Deciding compensation for the founders of a closely held company is the prerogative of the company board and shareholders. Still, it can be instructive to understand how companies arrive at this sum.

March 02, 2022 / 18:02 IST
Zerodha co-founder and CEO Nithin Kamath posted a picture from his six-year-old son’s history factbook to answer the question.

The hue and cry over the Zerodha founders’ salary is unprecedented. Social media comments range from envy to lack of understanding of the actual issue at stake here. The amount of noise, interest, incredulity, and perhaps envy that the Zerodha founders' salary issue has created is really surprising. While it is quite unusual and noteworthy, the comments and views vary from being illogical to unwarranted and display lack of understanding of the nuances. Let’s address some of it here.

Founder’s compensation and Zerodha debate

Zerodha is a privately held company. While the company, unlike a partnership, is an independent legal entity, the beneficial owners are the shareholders. The shareholders - through annual general meetings (AGM), EGM, and the board of directors that they appoint - decide how the company should be run and who runs the company, choose the key management, approve business plans, and decide on the remuneration, bonus and incentives, for people running it.

Also read: Hello World | Zerodha founder salaries and the irrelevant debate

There are regulated bodies such as banks where the regulator or institutions like the Reserve Bank of India (RBI) will have a say in the compensation paid to the management. Otherwise, it is completely the prerogative of the company board and shareholders. In this case, as a closely held company, the shareholders, the board, the management, the founders are all the same people. They decide and can take any salary, including borrowing and paying themselves salary. This incidentally is not the case here, as Zerodha is an insanely profitable company!

There are three distinct ways in which promoters / founders can reward themselves and take out money from the company which is a distinct entity.

1. Salary to promoters: As salaries for the work being done; just as anyone who is employed would be paid. This is taxable as salary income and in the highest tax bracket. This would mean 43% tax with surcharge, etc.
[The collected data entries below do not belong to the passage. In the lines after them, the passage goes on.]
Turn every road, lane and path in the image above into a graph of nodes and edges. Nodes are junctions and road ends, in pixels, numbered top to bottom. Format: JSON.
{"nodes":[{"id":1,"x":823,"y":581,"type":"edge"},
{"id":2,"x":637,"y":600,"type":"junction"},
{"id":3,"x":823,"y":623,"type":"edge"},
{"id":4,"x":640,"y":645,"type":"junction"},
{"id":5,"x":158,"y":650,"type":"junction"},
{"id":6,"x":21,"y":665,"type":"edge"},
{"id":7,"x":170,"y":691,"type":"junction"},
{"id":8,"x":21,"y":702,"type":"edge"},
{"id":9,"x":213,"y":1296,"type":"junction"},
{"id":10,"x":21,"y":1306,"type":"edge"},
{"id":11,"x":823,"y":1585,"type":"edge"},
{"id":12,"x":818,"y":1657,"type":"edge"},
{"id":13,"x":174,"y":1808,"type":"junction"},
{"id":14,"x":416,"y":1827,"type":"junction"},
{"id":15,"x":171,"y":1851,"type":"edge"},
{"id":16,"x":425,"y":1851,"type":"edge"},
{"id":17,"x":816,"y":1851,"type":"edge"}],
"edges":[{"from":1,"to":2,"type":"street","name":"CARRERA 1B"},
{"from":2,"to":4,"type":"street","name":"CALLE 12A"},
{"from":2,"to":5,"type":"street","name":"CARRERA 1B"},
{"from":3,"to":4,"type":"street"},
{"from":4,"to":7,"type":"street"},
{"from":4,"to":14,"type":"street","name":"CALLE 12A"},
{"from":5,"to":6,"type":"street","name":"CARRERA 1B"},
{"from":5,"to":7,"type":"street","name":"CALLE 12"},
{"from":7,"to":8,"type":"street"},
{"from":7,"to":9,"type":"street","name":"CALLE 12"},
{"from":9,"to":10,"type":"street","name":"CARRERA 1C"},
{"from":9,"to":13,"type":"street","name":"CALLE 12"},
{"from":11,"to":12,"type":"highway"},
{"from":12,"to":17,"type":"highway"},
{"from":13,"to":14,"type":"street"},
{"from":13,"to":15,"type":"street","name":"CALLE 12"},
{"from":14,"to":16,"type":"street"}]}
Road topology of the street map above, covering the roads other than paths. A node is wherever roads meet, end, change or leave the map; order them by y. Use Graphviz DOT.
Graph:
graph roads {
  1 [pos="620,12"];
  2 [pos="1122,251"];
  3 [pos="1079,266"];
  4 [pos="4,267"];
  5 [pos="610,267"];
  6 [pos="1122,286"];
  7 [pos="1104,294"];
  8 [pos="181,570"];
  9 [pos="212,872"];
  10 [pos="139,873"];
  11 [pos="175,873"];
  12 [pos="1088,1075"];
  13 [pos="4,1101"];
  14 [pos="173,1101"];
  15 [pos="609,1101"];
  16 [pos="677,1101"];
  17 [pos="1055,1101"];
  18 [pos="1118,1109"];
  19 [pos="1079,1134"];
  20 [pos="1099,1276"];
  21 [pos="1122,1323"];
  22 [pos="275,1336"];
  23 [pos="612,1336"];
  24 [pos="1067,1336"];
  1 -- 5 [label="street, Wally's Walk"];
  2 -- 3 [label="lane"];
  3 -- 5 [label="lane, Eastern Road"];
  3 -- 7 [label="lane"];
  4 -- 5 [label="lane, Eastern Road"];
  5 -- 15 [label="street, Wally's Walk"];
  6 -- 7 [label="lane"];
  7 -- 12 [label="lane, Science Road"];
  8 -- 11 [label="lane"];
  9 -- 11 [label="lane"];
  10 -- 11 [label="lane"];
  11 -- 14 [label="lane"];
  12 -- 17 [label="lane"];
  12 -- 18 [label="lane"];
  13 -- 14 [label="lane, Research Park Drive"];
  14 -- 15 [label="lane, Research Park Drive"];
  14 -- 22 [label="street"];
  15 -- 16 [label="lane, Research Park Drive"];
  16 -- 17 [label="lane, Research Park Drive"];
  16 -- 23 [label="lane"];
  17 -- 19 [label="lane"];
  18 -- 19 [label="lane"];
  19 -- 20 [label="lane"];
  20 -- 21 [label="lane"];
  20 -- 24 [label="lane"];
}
To the extent the salaries are paid, the profit before tax (PBT) of the company would come down, so less corporate tax will be paid by the company though individuals will get taxed.

2. Dividend to shareholders: As dividend, the company can, out of the profits, pay corporate tax, then distribute dividend. The corporate tax rate of 25% and then individual tax on dividends of 34.5%, would mean effectively a tax rate of 51% by the time it comes to individuals.

3. Selling shares of the company at a premium to other investors in private placement or through an IPO: The taxation depends on short-term or long-term capital gains, based on how long the securities have been held. Assuming it's more than 24 months, the tax would be 20% with indexation benefits. Typically for a five-year holding, would mean roughly 17% tax.

Let’s take an example: say, the closely held private company wants to distribute or reward the founder with Rs 100 from its coffers. Under each of the three options, the founder would receive following amounts:

1. After 43% tax, he/she would get Rs 57.

2. After the corporate tax and individual dividend tax, he/she would get Rs 49.

3. Assume the valuation the company gets is 20 times PBT, for 5% of the company sale, he/she would get Rs 100, after 17% effective tax, Rs 83 in hand. Though they own less of the company, the Rs 100 is still in the company and can be used for further growth.

You can see the attractiveness of this.

So, it’s really left to the company board and shareholders how to compensate the promoter by a combination of the above.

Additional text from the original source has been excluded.